## WHAT THE TASK REQUIRES
For each line below that contains the string "main", copy that line.
─── DATA RECORDS
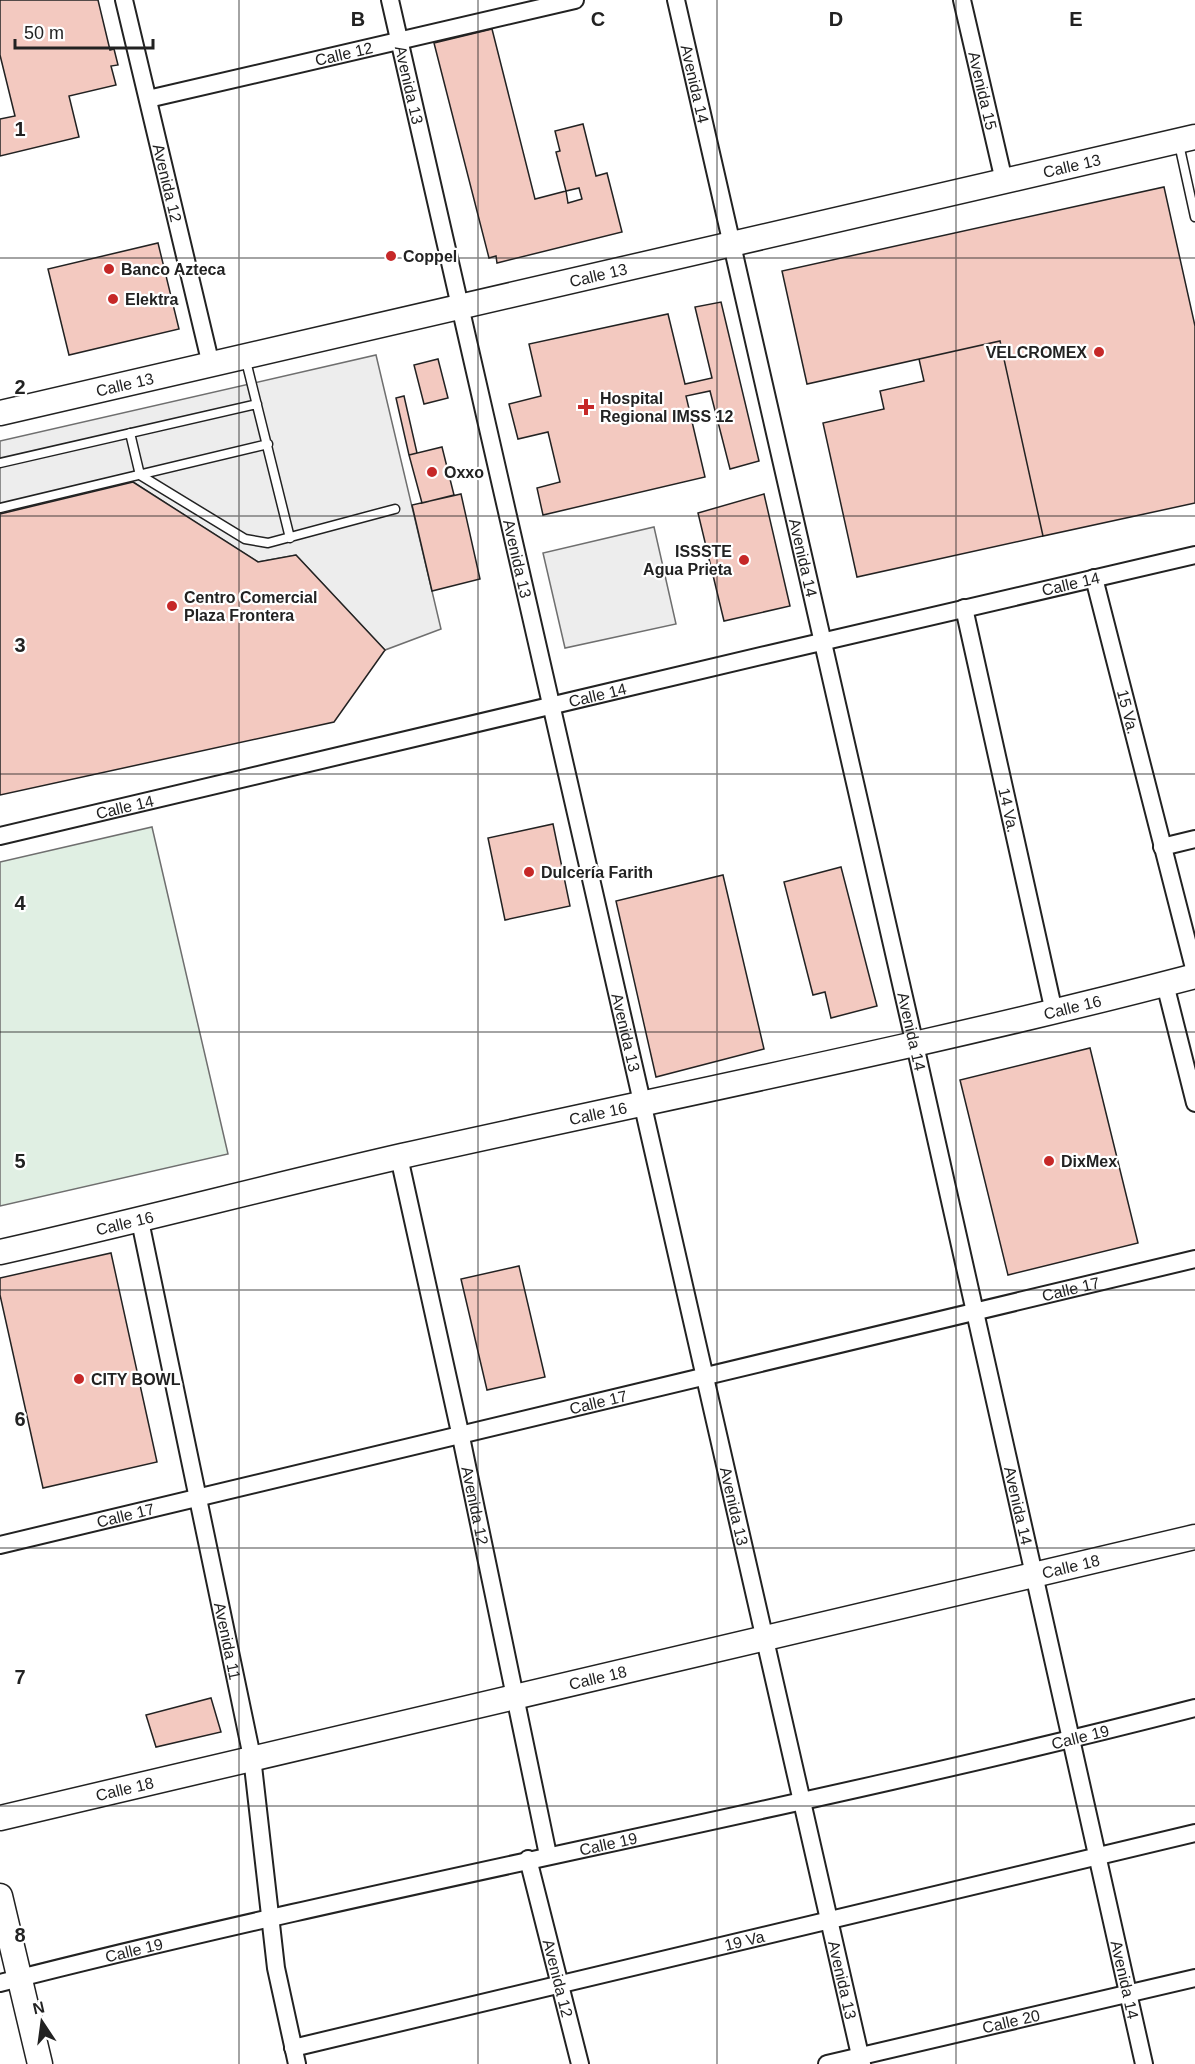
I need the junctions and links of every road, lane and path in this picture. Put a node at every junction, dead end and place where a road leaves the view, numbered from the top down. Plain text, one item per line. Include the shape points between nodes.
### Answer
1 (124, 0) edge
2 (390, 0) edge
3 (574, 0) edge
4 (676, 0) edge
5 (962, 0) edge
6 (400, 41) junction
7 (148, 99) junction
8 (1187, 139) edge
9 (1004, 181) junction
10 (1195, 217) edge
11 (732, 244) junction
12 (461, 306) junction
13 (244, 357) junction
14 (211, 365) junction
15 (257, 404) junction
16 (0, 413) edge
17 (130, 433) junction
18 (268, 444) junction
19 (0, 463) edge
20 (140, 475) junction
21 (0, 508) edge
22 (395, 509) dead end
23 (290, 538) junction
24 (1195, 555) edge
25 (1094, 578) junction
26 (964, 608) junction
27 (822, 640) junction
28 (552, 707) junction
29 (0, 836) edge
30 (1195, 839) edge
31 (1162, 847) junction
32 (1195, 974) edge
33 (1165, 984) junction
34 (1054, 1012) junction
35 (915, 1045) junction
36 (1195, 1103) edge
37 (642, 1104) junction
38 (399, 1157) junction
39 (140, 1221) junction
40 (0, 1252) edge
41 (1195, 1259) edge
42 (975, 1312) junction
43 (706, 1376) junction
44 (461, 1437) junction
45 (199, 1498) junction
46 (1195, 1537) edge
47 (0, 1545) edge
48 (1034, 1575) junction
49 (765, 1640) junction
50 (515, 1696) junction
51 (1195, 1708) edge
52 (1071, 1740) junction
53 (252, 1757) junction
54 (802, 1803) junction
55 (0, 1818) edge
56 (1195, 1833) edge
57 (548, 1855) junction
58 (1098, 1857) junction
59 (528, 1859) junction
60 (0, 1896) edge
61 (269, 1919) junction
62 (829, 1921) junction
63 (1195, 1978) edge
64 (10, 1981) edge
65 (559, 1986) junction
66 (1129, 1994) junction
67 (295, 2056) edge
68 (861, 2060) edge
69 (40, 2064) edge
70 (580, 2064) edge
71 (827, 2064) edge
72 (1144, 2064) edge

1 - 7 street, Avenida 12
2 - 6 street, Avenida 13
3 - 6 street, Calle 12
4 - 11 street, Avenida 14
5 - 9 street, Avenida 15
6 - 7 street, Calle 12
6 - 12 street, Avenida 13
7 - 14 street, Avenida 12
8 - 9 street, Calle 13
8 - 10 lane
9 - 11 street, Calle 13
11 - 12 street, Calle 13
11 - 27 street, Avenida 14
12 - 13 street, Calle 13
12 - 28 street, Avenida 13
13 - 14 street, Calle 13
13 - 15 lane
14 - 16 street, Calle 13
15 - 17 lane
15 - 18 lane
17 - 19 lane
17 - 20 lane
18 - 20 lane
18 - 23 lane
20 - 21 lane
20 - 23 lane via 245,539 268,543
22 - 23 lane
24 - 25 street, Calle 14
25 - 26 street, Calle 14
25 - 31 street, 15 Va.
26 - 27 street, Calle 14
26 - 34 street, 14 Va.
27 - 28 street, Calle 14
27 - 35 street, Avenida 14
28 - 29 street, Calle 14
28 - 37 street, Avenida 13
30 - 31 street
31 - 32 street, 15 Va.
32 - 33 street, Calle 16
33 - 34 street, Calle 16
33 - 36 street
34 - 35 street, Calle 16
35 - 37 street, Calle 16
35 - 42 street, Avenida 14
37 - 38 street, Calle 16
37 - 43 street, Avenida 13
38 - 39 street, Calle 16
38 - 44 street, Avenida 12
39 - 40 street, Calle 16
39 - 45 street, Avenida 11
41 - 42 street, Calle 17
42 - 43 street, Calle 17
42 - 48 street, Avenida 14
43 - 44 street, Calle 17
43 - 49 street, Avenida 13
44 - 45 street, Calle 17
44 - 50 street, Avenida 12
45 - 47 street, Calle 17
45 - 53 street, Avenida 11
46 - 48 street, Calle 18
48 - 49 street, Calle 18
48 - 52 street, Avenida 14
49 - 50 street, Calle 18
49 - 54 street, Avenida 13
50 - 53 street, Calle 18
50 - 57 street, Avenida 12
51 - 52 street, Calle 19
52 - 54 street, Calle 19
52 - 58 street, Avenida 14
53 - 55 street, Calle 18
53 - 61 street, Avenida 11
54 - 57 street, Calle 19
54 - 62 street, Avenida 13
56 - 58 street, 19 Va
57 - 59 street, Calle 19
58 - 62 street, 19 Va
58 - 66 street, Avenida 14
59 - 61 street, Calle 19
59 - 65 street, Avenida 12
60 - 64 street
61 - 64 street, Calle 19
61 - 67 street, Avenida 11
62 - 65 street, 19 Va
62 - 68 street, Avenida 13
63 - 66 street, Calle 20
64 - 69 street
65 - 67 street, 19 Va
65 - 70 street, Avenida 12
66 - 68 street, Calle 20
66 - 72 street, Avenida 14
68 - 71 street, Calle 20

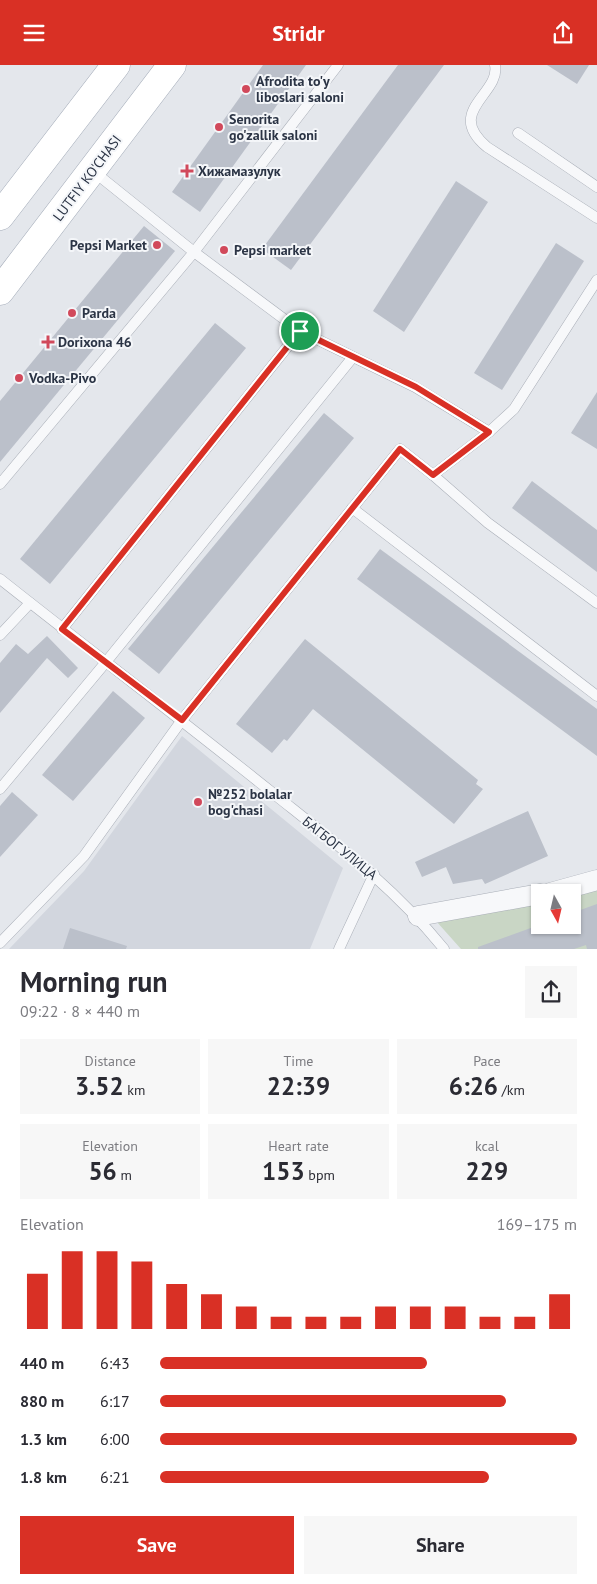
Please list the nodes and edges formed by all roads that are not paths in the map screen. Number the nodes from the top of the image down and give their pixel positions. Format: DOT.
graph roads {
  1 [pos="116,65"];
  2 [pos="172,65"];
  3 [pos="338,65"];
  4 [pos="495,65"];
  5 [pos="518,133"];
  6 [pos="92,171"];
  7 [pos="597,187"];
  8 [pos="0,216"];
  9 [pos="597,218"];
  10 [pos="194,252"];
  11 [pos="597,280"];
  12 [pos="0,291"];
  13 [pos="300,331"];
  14 [pos="353,357"];
  15 [pos="489,432"];
  16 [pos="433,475"];
  17 [pos="0,484"];
  18 [pos="352,508"];
  19 [pos="0,579"];
  20 [pos="30,603"];
  21 [pos="597,603"];
  22 [pos="62,629"];
  23 [pos="0,635"];
  24 [pos="106,662"];
  25 [pos="597,696"];
  26 [pos="182,720"];
  27 [pos="0,789"];
  28 [pos="374,874"];
  29 [pos="597,880"];
  30 [pos="581,884"];
  31 [pos="531,896"];
  32 [pos="418,917"];
  33 [pos="0,943"];
  34 [pos="339,949"];
  35 [pos="444,949"];
  1 -- 8 [label="main road"];
  2 -- 6 [label="main road, LUTFIY KO'CHASI"];
  3 -- 10 [label="lane"];
  4 -- 9 [label="lane"];
  5 -- 7 [label="lane"];
  6 -- 10 [label="lane"];
  6 -- 12 [label="main road, LUTFIY KO'CHASI"];
  10 -- 13 [label="lane"];
  10 -- 17 [label="lane"];
  11 -- 15 [label="lane"];
  13 -- 14 [label="lane"];
  13 -- 22 [label="lane"];
  14 -- 15 [label="lane"];
  14 -- 24 [label="lane"];
  15 -- 16 [label="lane"];
  16 -- 18 [label="lane"];
  16 -- 21 [label="lane"];
  18 -- 25 [label="lane"];
  18 -- 26 [label="lane"];
  19 -- 20 [label="lane, БАГБОГ УЛИЦА"];
  20 -- 22 [label="lane, БАГБОГ УЛИЦА"];
  20 -- 23 [label="lane"];
  22 -- 24 [label="lane, БАГБОГ УЛИЦА"];
  24 -- 26 [label="lane, БАГБОГ УЛИЦА"];
  24 -- 27 [label="lane"];
  26 -- 28 [label="lane, БАГБОГ УЛИЦА"];
  26 -- 33 [label="lane"];
  28 -- 32 [label="lane, БАГБОГ УЛИЦА"];
  28 -- 34 [label="lane"];
  29 -- 30 [label="street"];
  31 -- 32 [label="street"];
  32 -- 35 [label="lane, БАГБОГ УЛИЦА"];
}
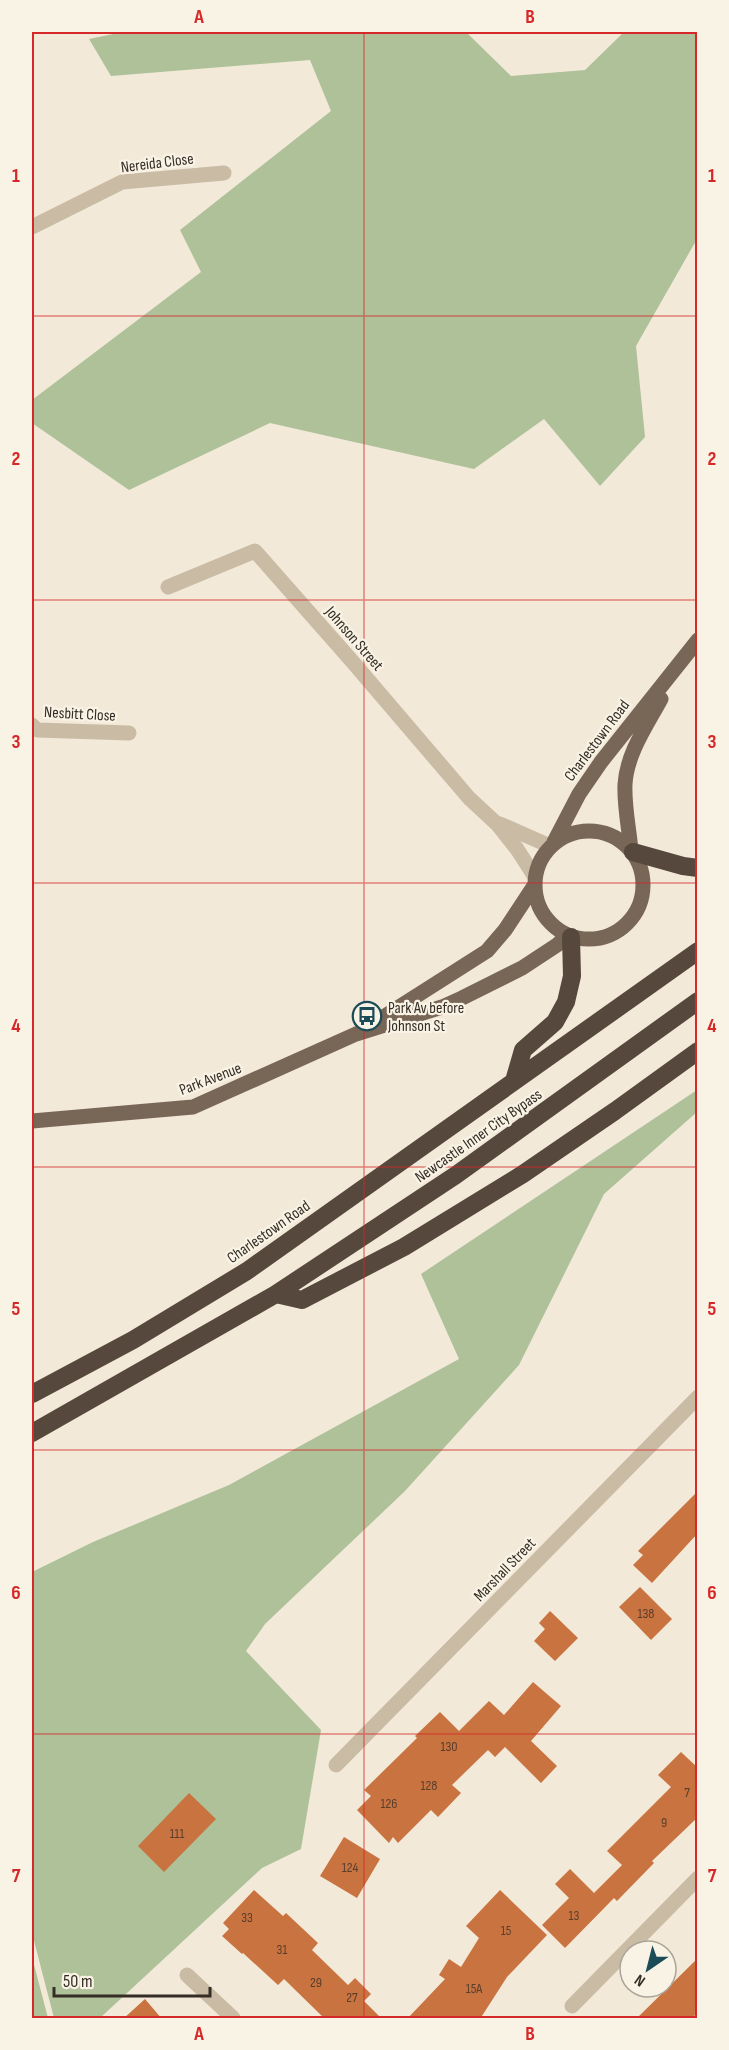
──────
## OUTPUT FOR THIS EXERCISE
  1 -- 8 [label="main road"];
  2 -- 6 [label="main road, LUTFIY KO'CHASI"];
  6 -- 12 [label="main road, LUTFIY KO'CHASI"];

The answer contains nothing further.